### Instructions to follow:
With the pictures set aside, reproduce each entry precisely as it reads.

Records from a data collection
□ □ □

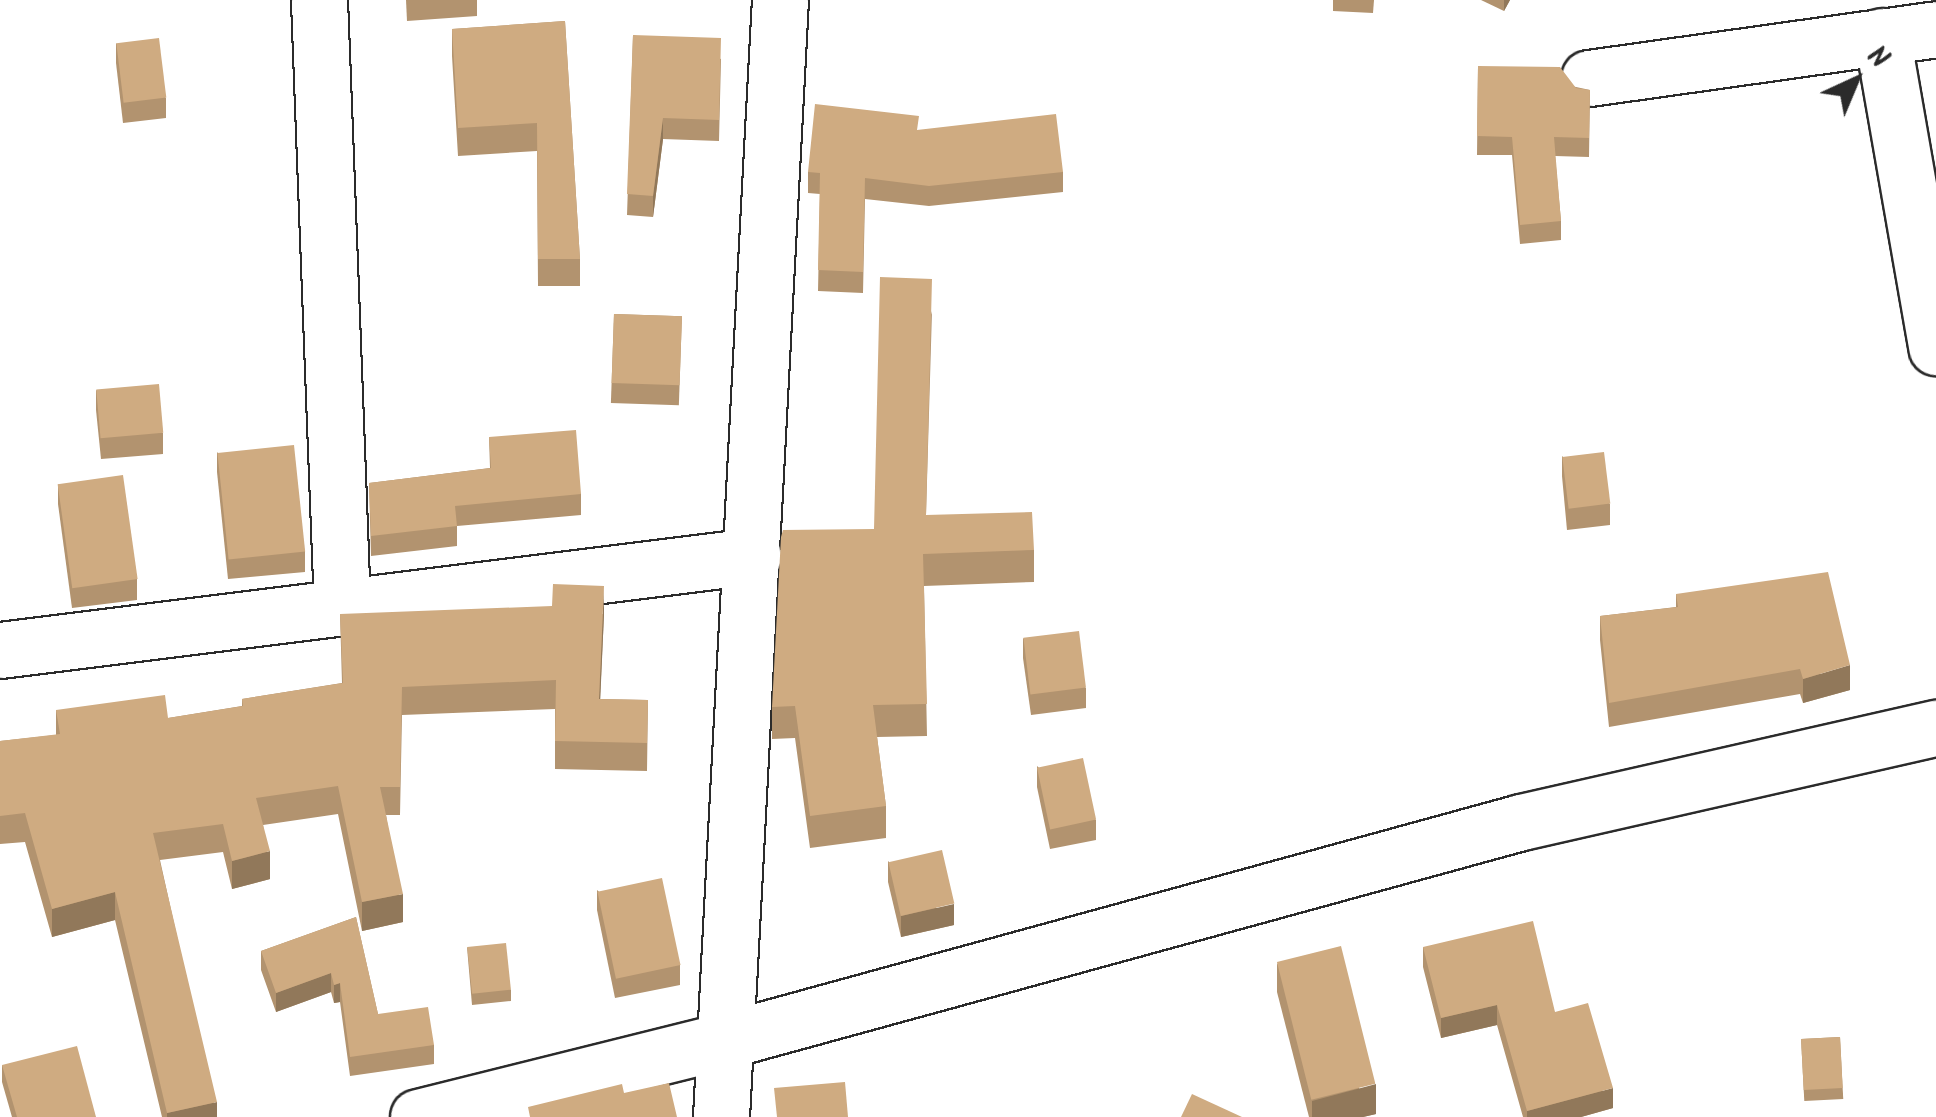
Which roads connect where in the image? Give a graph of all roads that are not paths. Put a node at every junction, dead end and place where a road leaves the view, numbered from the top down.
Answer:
1 (319, 0) edge
2 (780, 0) edge
3 (1936, 29) edge
4 (1882, 36) junction
5 (1589, 78) dead end
6 (1936, 347) edge
7 (753, 556) junction
8 (342, 608) junction
9 (0, 650) edge
10 (1936, 728) edge
11 (726, 1040) junction
12 (418, 1117) edge
13 (721, 1117) edge

1 - 8 street
2 - 7 street
3 - 4 street
4 - 5 street
4 - 6 street
7 - 8 street
7 - 11 street
8 - 9 street
10 - 11 street
11 - 12 street
11 - 13 street

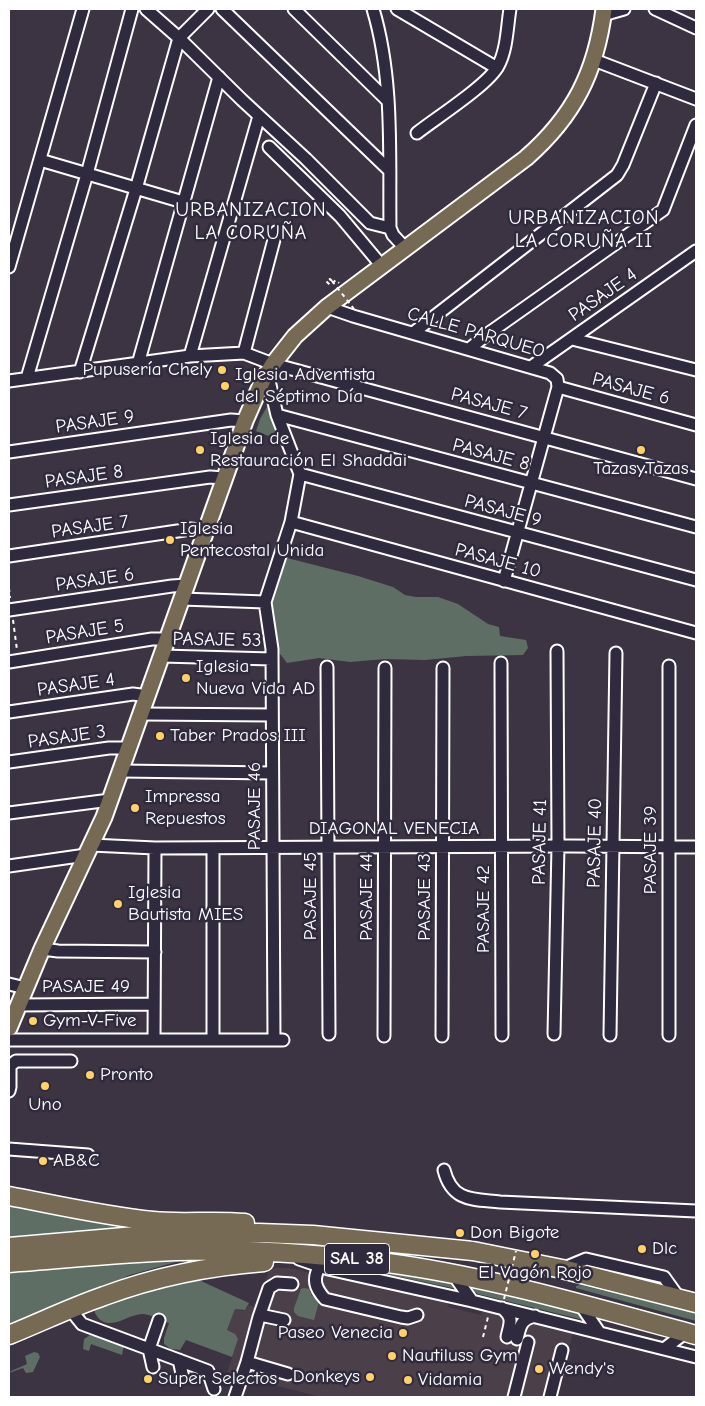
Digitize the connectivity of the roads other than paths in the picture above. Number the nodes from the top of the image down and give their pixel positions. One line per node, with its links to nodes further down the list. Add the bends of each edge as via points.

□ □ □

### Task output:
Which roads connect where in the image? Give a graph of all roads that are not paths. Put a node at every junction, dead end and place where a road leaves the view, numbered from the top down.
Answer:
1 (319, 0) edge
2 (780, 0) edge
3 (1936, 29) edge
4 (1882, 36) junction
5 (1589, 78) dead end
6 (1936, 347) edge
7 (753, 556) junction
8 (342, 608) junction
9 (0, 650) edge
10 (1936, 728) edge
11 (726, 1040) junction
12 (418, 1117) edge
13 (721, 1117) edge

1 - 8 street
2 - 7 street
3 - 4 street
4 - 5 street
4 - 6 street
7 - 8 street
7 - 11 street
8 - 9 street
10 - 11 street
11 - 12 street
11 - 13 street

Digitize the connectivity of the roads other than paths in the picture above. Number the nodes from the top of the image down and give their pixel positions. One line per node, with its links to nodes further down the list. Add the bends of each edge as via points.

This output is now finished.